Question 3: What’s the best way to insulate my crawlspace?
Joey from Boston writes: Hi! I have a question that I think is about air-sealing and insulation.
Our 1st-floor laundry/bathroom gets very cold in the winter, despite the adjacent sunroom, which shares the [forced hot water] heating zone, being pretty comfortable. The 11’x12′ bathroom was added on in the 50s, and because of its location is exposed on 3 sides and has a flat roof above. I think it’s also at the tail of that particular heating loop.
Below both the bathroom and sunroom is a crawlspace. There’s an opening from the full-height basement, but this is full of AC ductwork so the remaining access is via an exterior window (33″x15″). There’s actually a dedicated “unit heater” for this crawlspace with its own thermostat (currently set at 55°), presumably to avoid freezing pipes. There is some insulation between the floor joists, but only under about half of the floor area. Last winter, I spray-foamed some obvious gaps around the foundation and weather-stripped around the window.

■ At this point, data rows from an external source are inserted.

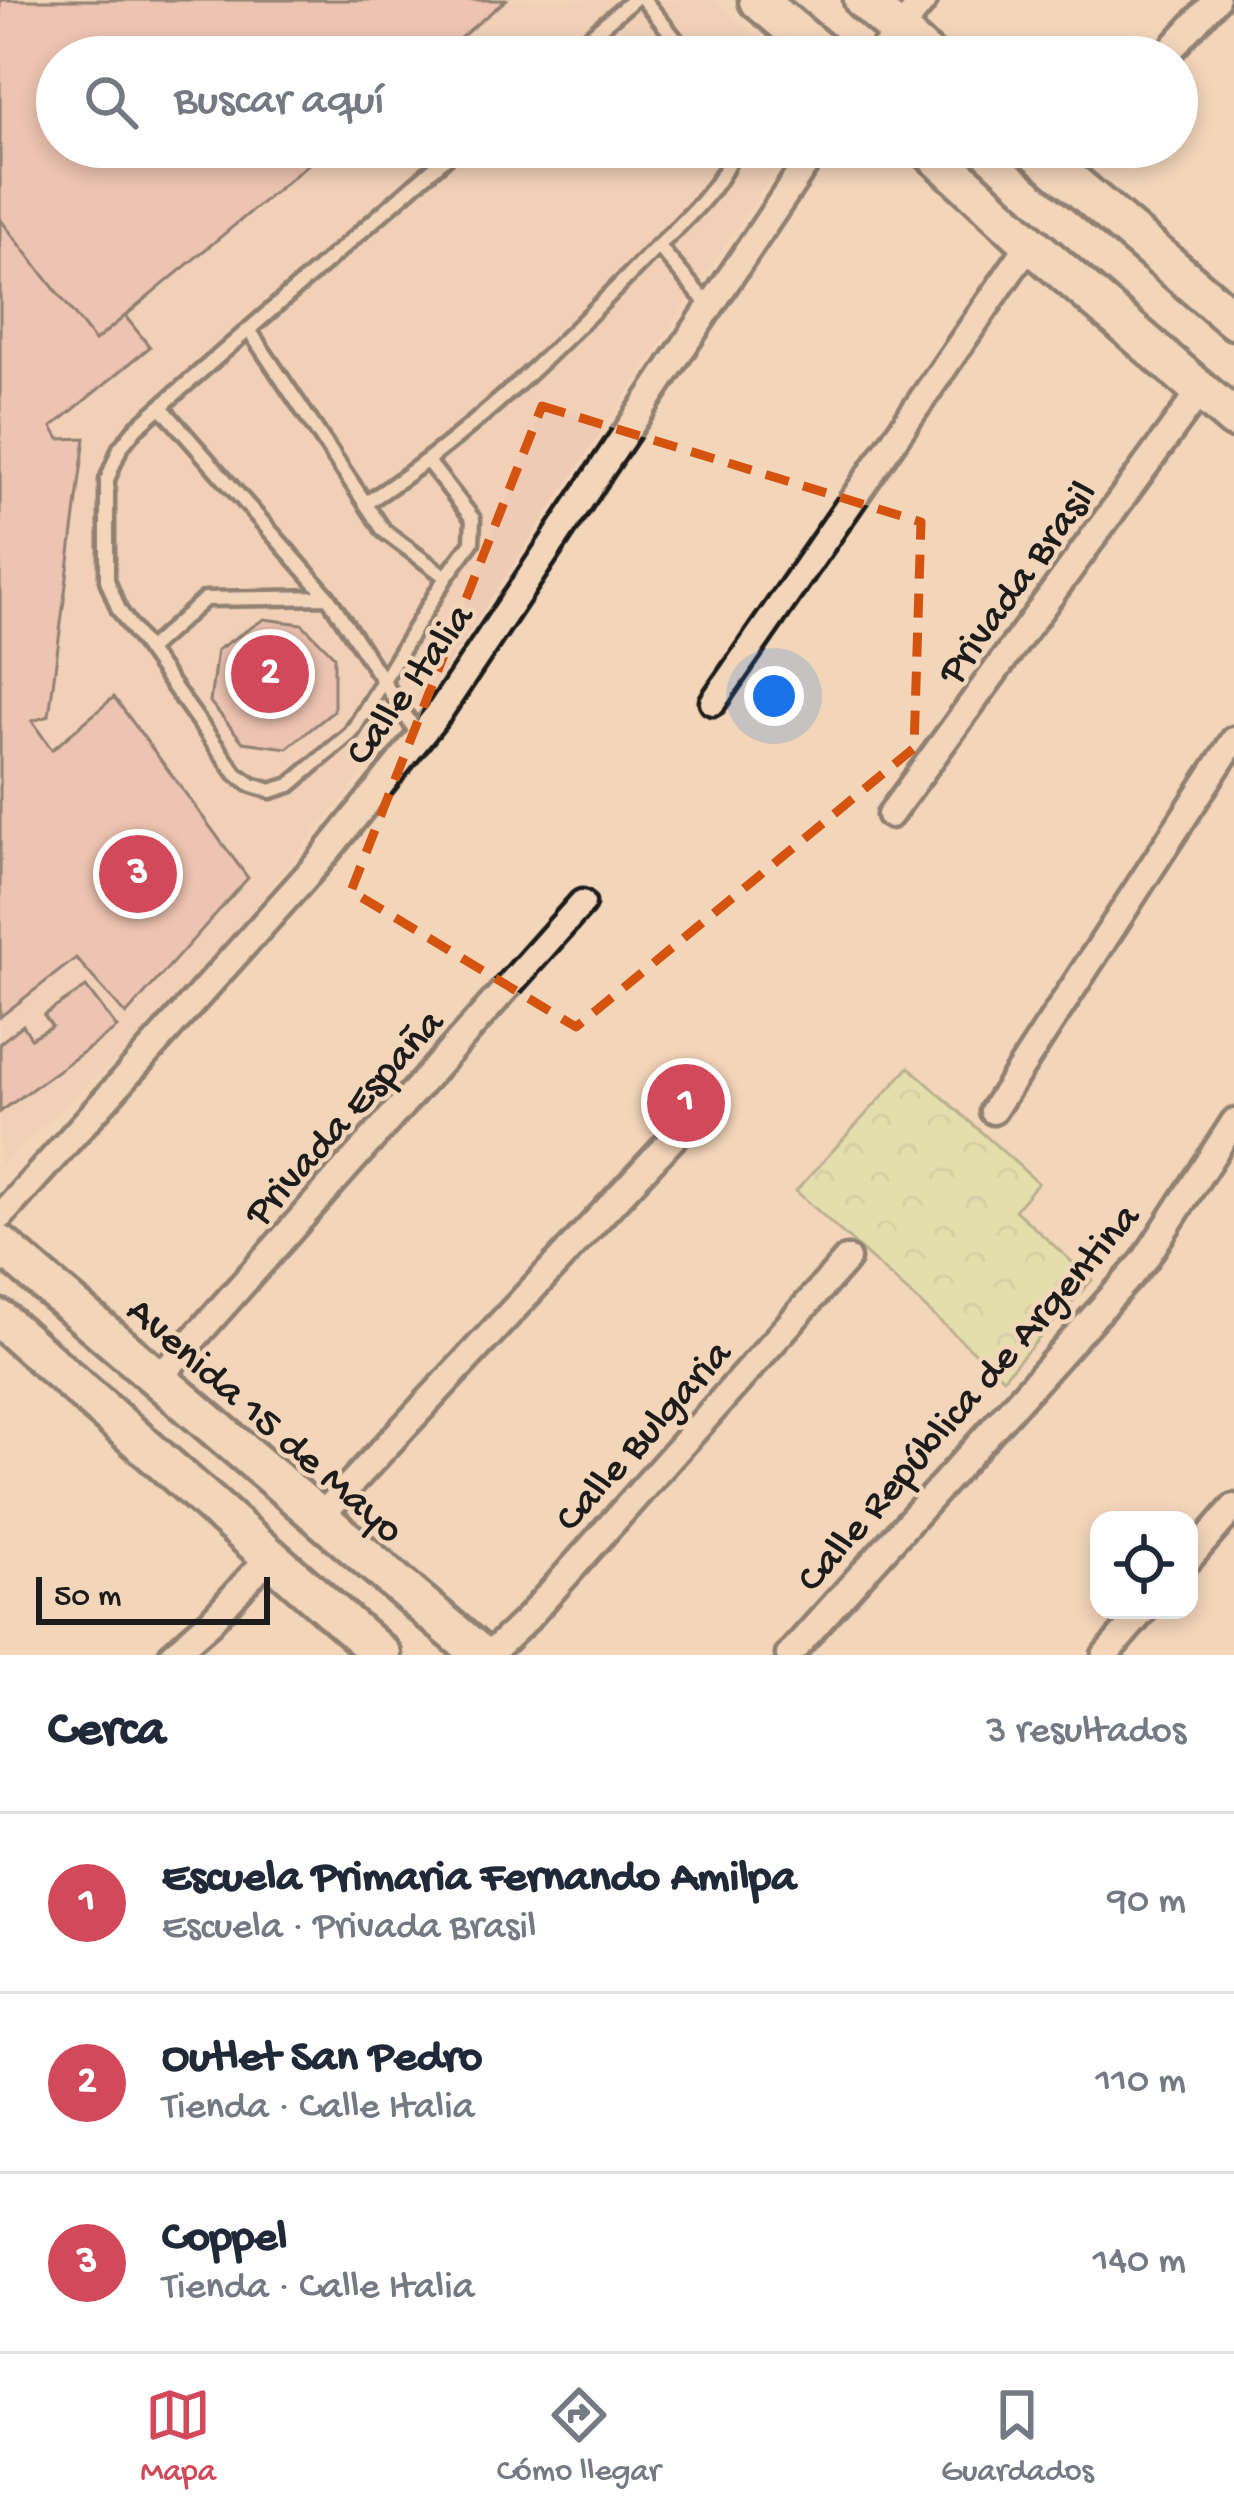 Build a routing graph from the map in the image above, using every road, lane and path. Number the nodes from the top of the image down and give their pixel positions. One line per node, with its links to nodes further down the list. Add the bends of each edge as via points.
1 (633, 0): 7 (lane)
2 (644, 0): 8 (lane)
3 (758, 0): 9 (main road)
4 (862, 0): 10 (main road)
5 (924, 0): 11 (street)
6 (1216, 0): 12 (street)
7 (590, 36)
8 (673, 36)
9 (801, 36)
10 (883, 36)
11 (893, 36)
12 (1183, 36)
13 (434, 168): 22 (lane)
14 (725, 168): 19 (lane)
15 (803, 168): 21 (street, Calle Italia)
16 (949, 168): 18 (main road)
17 (1072, 168): 20 (main road)
18 (1030, 243): 23 (main road); 32 (street)
19 (658, 246): 21 (lane); 26 (lane)
20 (1229, 305)
21 (710, 307): 33 (street, Calle Italia)
22 (249, 331): 24 (lane); 27 (lane)
23 (1201, 390): 25 (main road); 35 (street, Privada Brasil)
24 (162, 408): 29 (lane); 30 (lane, via 120,448 107,479 107,580)
25 (1234, 419)
26 (429, 463): 27 (lane); 28 (lane, via 475,526)
27 (366, 503): 28 (lane, via 384,531)
28 (446, 577): 31 (lane)
29 (328, 597): 30 (lane, via 205,599); 31 (lane)
30 (148, 649): 31 (lane, via 236,774 271,790 290,785 351,733)
31 (382, 680): 33 (lane)
32 (713, 702)
33 (419, 736): 40 (street, Calle Italia, via 318,863)
34 (1234, 740): 37 (street)
35 (890, 815)
36 (582, 902): 44 (street, Privada España)
37 (993, 1112)
38 (1234, 1122): 53 (street, Calle República de Argentina, via 1144,1261)
39 (677, 1134): 46 (street)
40 (0, 1217)
41 (0, 1244): 44 (main road, Avenida 15 de Mayo)
42 (847, 1259): 52 (street, Calle Bulgaria, via 527,1619)
43 (0, 1319): 48 (main road)
44 (158, 1380): 46 (main road, Avenida 15 de Mayo)
45 (1234, 1507): 47 (street)
46 (319, 1518): 52 (main road, Avenida 15 de Mayo)
47 (1198, 1549)
48 (268, 1558): 50 (street); 51 (main road)
49 (1136, 1619): 54 (street)
50 (172, 1655)
51 (382, 1655)
52 (485, 1655)
53 (789, 1655)
54 (1105, 1655) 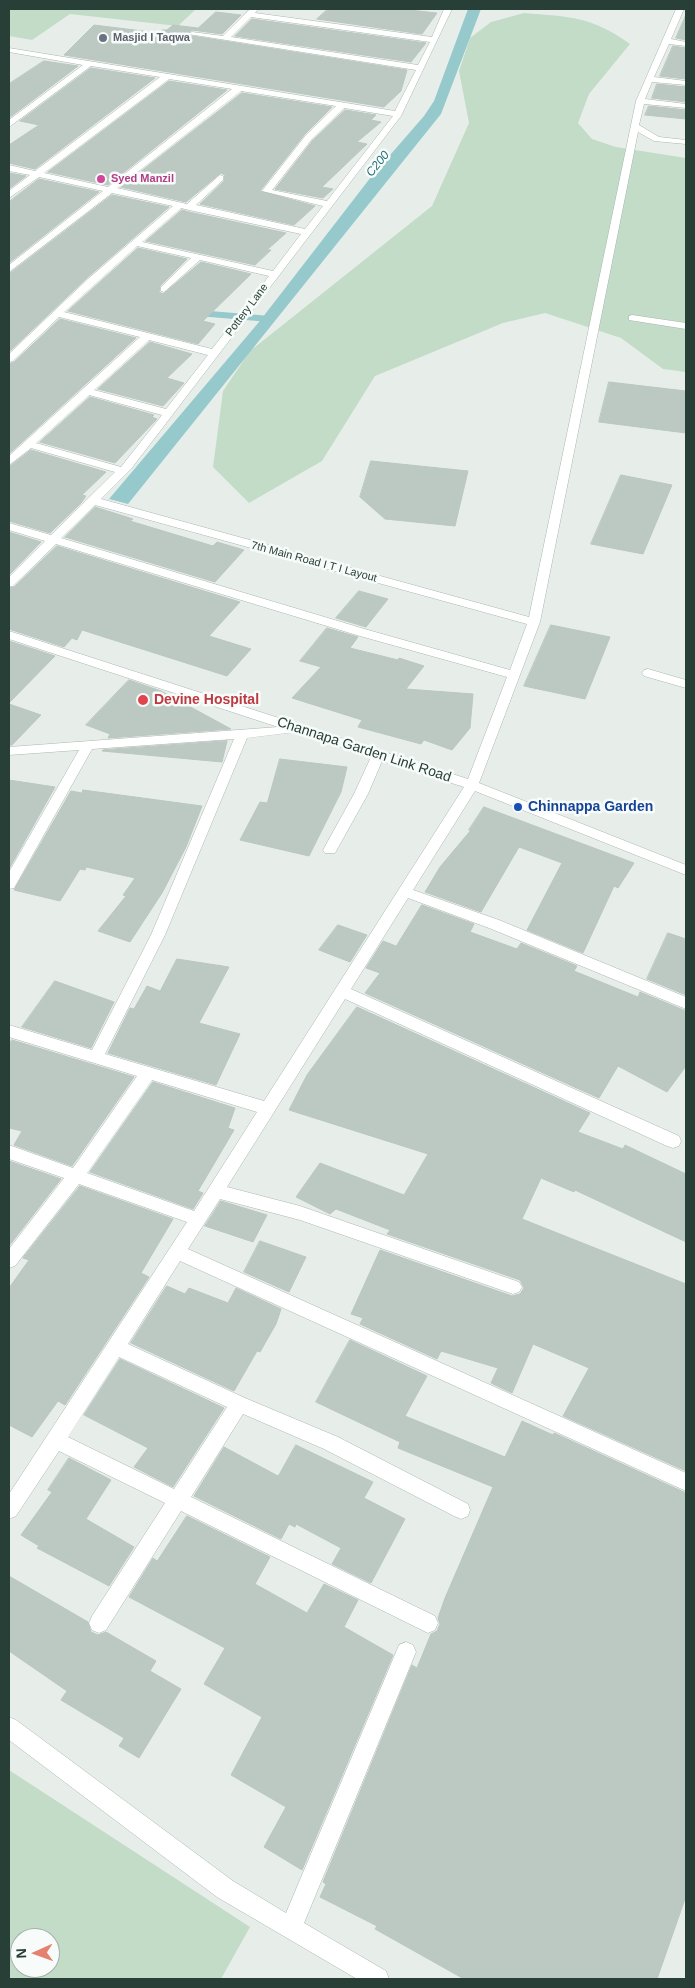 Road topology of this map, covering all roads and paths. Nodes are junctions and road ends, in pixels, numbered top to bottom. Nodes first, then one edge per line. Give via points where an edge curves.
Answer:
1 (445, 9) edge
2 (680, 9) edge
3 (251, 11) edge
4 (675, 17) junction
5 (686, 18) edge
6 (192, 34) dead end
7 (225, 39) junction
8 (435, 40) junction
9 (665, 41) junction
10 (686, 44) edge
11 (9, 50) edge
12 (90, 63) junction
13 (421, 68) junction
14 (167, 76) junction
15 (649, 80) junction
16 (686, 83) edge
17 (239, 88) junction
18 (640, 101) junction
19 (342, 105) junction
20 (686, 106) edge
21 (398, 114) junction
22 (9, 124) edge
23 (636, 127) junction
24 (686, 142) edge
25 (9, 168) edge
26 (38, 174) junction
27 (220, 178) dead end
28 (108, 189) junction
29 (9, 195) edge
30 (328, 204) junction
31 (184, 206) junction
32 (307, 232) junction
33 (136, 243) junction
34 (198, 257) junction
35 (9, 269) edge
36 (275, 274) junction
37 (164, 289) dead end
38 (59, 314) junction
39 (632, 318) dead end
40 (686, 326) edge
41 (146, 337) junction
42 (214, 353) junction
43 (9, 359) edge
44 (87, 391) junction
45 (168, 413) junction
46 (29, 444) junction
47 (9, 462) edge
48 (123, 471) junction
49 (94, 501) junction
50 (9, 526) edge
51 (54, 540) junction
52 (9, 584) edge
53 (534, 622) junction
54 (9, 635) edge
55 (648, 673) dead end
56 (514, 675) junction
57 (686, 684) edge
58 (300, 730) junction
59 (242, 734) junction
60 (88, 745) junction
61 (9, 751) edge
62 (378, 755) junction
63 (472, 785) junction
64 (330, 850) dead end
65 (686, 870) edge
66 (9, 884) edge
67 (405, 892) junction
68 (342, 991) junction
69 (686, 1003) edge
70 (9, 1031) edge
71 (96, 1057) junction
72 (148, 1073) junction
73 (268, 1109) junction
74 (673, 1141) dead end
75 (9, 1152) edge
76 (76, 1176) junction
77 (216, 1191) junction
78 (198, 1219) junction
79 (177, 1252) junction
80 (9, 1261) edge
81 (513, 1287) dead end
82 (116, 1347) junction
83 (239, 1404) junction
84 (56, 1440) junction
85 (686, 1482) edge
86 (179, 1501) junction
87 (9, 1510) edge
88 (461, 1510) dead end
89 (99, 1623) dead end
90 (428, 1623) dead end
91 (406, 1652) dead end
92 (9, 1727) edge
93 (291, 1928) junction
94 (378, 1979) edge

1 - 8 street, Pottery Lane
2 - 4 street
3 - 7 street
3 - 8 street
4 - 5 street
4 - 9 street
6 - 7 street
7 - 13 street
8 - 13 street, Pottery Lane
9 - 10 street
9 - 15 street
11 - 12 street
12 - 14 street
12 - 22 street
13 - 21 street, Pottery Lane
14 - 17 street
14 - 26 street
15 - 16 street
15 - 18 street
17 - 19 street
17 - 28 street
18 - 20 street
18 - 23 street
19 - 21 street
19 - 30 street via 309,137 266,191
21 - 30 street, Pottery Lane
23 - 24 street via 657,138
23 - 53 street
25 - 26 street
26 - 28 street
26 - 29 street
27 - 31 street
28 - 31 street
28 - 35 street
30 - 32 street, Pottery Lane
31 - 32 street
31 - 33 street
32 - 36 street, Pottery Lane
33 - 34 street
33 - 38 street
34 - 36 street
34 - 37 street
36 - 42 street, Pottery Lane
38 - 41 street
38 - 43 street
39 - 40 street
41 - 42 street
41 - 44 street
42 - 45 street, Pottery Lane
44 - 45 street
44 - 46 street
45 - 48 street, Pottery Lane
46 - 47 street
46 - 48 street
48 - 49 street, Pottery Lane
49 - 51 street, Pottery Lane
49 - 53 street, 7th Main Road I T I Layout
50 - 51 street
51 - 52 street, Pottery Lane
51 - 56 street
53 - 56 street
54 - 58 street, Channapa Garden Link Road
55 - 57 street
56 - 63 street
58 - 59 street
58 - 62 street, Channapa Garden Link Road
59 - 60 street
59 - 71 street via 158,935
60 - 61 street
60 - 66 street
62 - 63 street, Channapa Garden Link Road
62 - 64 street
63 - 65 street, Channapa Garden Link Road
63 - 67 street
67 - 68 street
67 - 69 street via 494,924
68 - 73 street
68 - 74 street
70 - 71 street
71 - 72 street
72 - 73 street
72 - 76 street
73 - 77 street
75 - 76 street
76 - 78 street
76 - 80 street
77 - 78 street
77 - 81 street via 300,1213
78 - 79 street
79 - 82 street
79 - 85 street
82 - 83 street
82 - 84 street
83 - 86 street
83 - 88 street via 331,1443
84 - 86 street
84 - 87 street
86 - 89 street
86 - 90 street
91 - 93 street
92 - 93 street via 225,1889
93 - 94 street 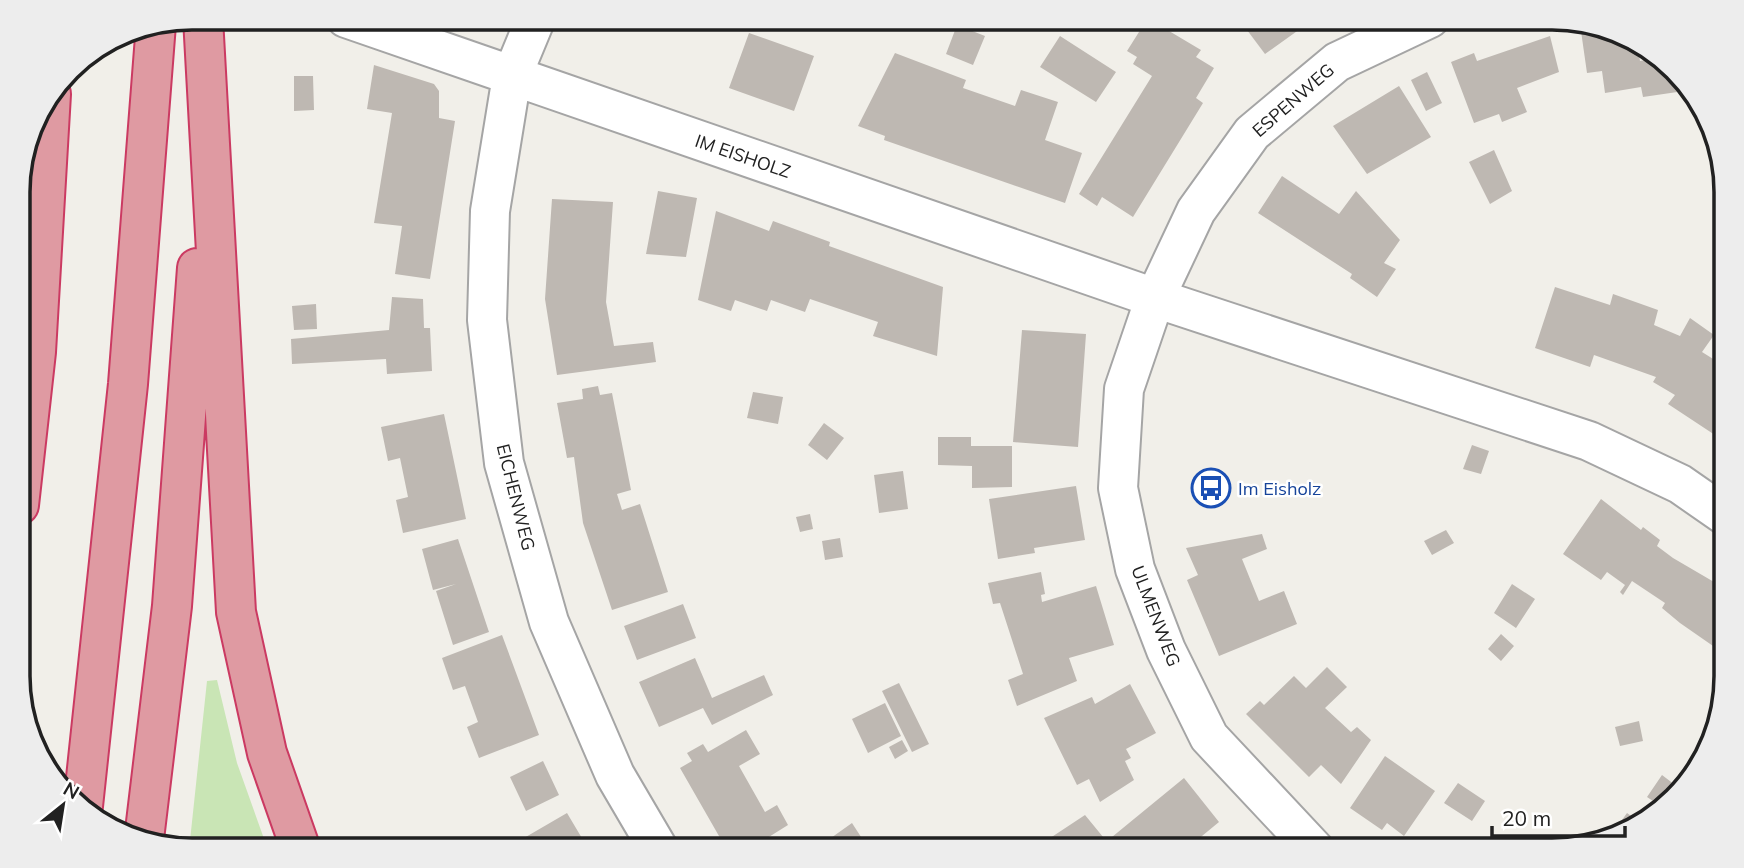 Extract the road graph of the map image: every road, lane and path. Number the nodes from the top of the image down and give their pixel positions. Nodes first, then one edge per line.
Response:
1 (204, 30) edge
2 (380, 30) edge
3 (531, 30) edge
4 (1405, 30) edge
5 (155, 40) edge
6 (512, 76) junction
7 (207, 84) junction
8 (50, 113) edge
9 (1155, 298) junction
10 (30, 406) edge
11 (1714, 508) edge
12 (87, 770) edge
13 (145, 831) edge
14 (296, 838) edge
15 (652, 838) edge
16 (1304, 838) edge

1 - 7 highway
2 - 6 street, IM EISHOLZ
3 - 6 street, EICHENWEG
4 - 9 street, ESPENWEG
5 - 12 highway
6 - 9 street, IM EISHOLZ
6 - 15 street, EICHENWEG
7 - 13 highway
7 - 14 highway
8 - 10 highway
9 - 11 street, IM EISHOLZ
9 - 16 street, ULMENWEG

I’m not sure what the best, most efficient approach is:
- to isolate the living space from the crawlspace by insulating and air-sealing the floor better, and letting the unit heater minimally warm the pipes below, or
- to insulate the foundation wall, maybe with spray foam, and just treat the entire space as conditioned. Should I remove the insulation batts in this case? And how high should I set the crawlspace thermostat?
- Another option?
Question 4: How do I clean up my parged basement walls?
Clifton from Portland writes: Hi Guys, I have been slowly renovating my 1916 bungalow in Portland Oregon and recently discovered your podcast! I wish I had a couple years ago how much great information is available on through Fine Homebuilding.
My question is the next project on my list is to clean up the basement and make it a little nicer for my workshop and utility room. I have a foundation wall that is about 4 ft high around the whole parameter topped with a pony wall. At one point someone tried to do a parge coat on the old foundation but in spots it is bubbling off from what I can only assume is where some moisture is coming though. In researching further I read that parging a cement wall that is mostly lime with a mix of mostly Portland cement will cause this as moisture and minerals being pulled through the concrete will be blocked by the Portland in the mix and cause it to bubble and crumble. I tested a little bit of the original foundation with some vinegar and indeed got lots of bubble indicting a high lime content.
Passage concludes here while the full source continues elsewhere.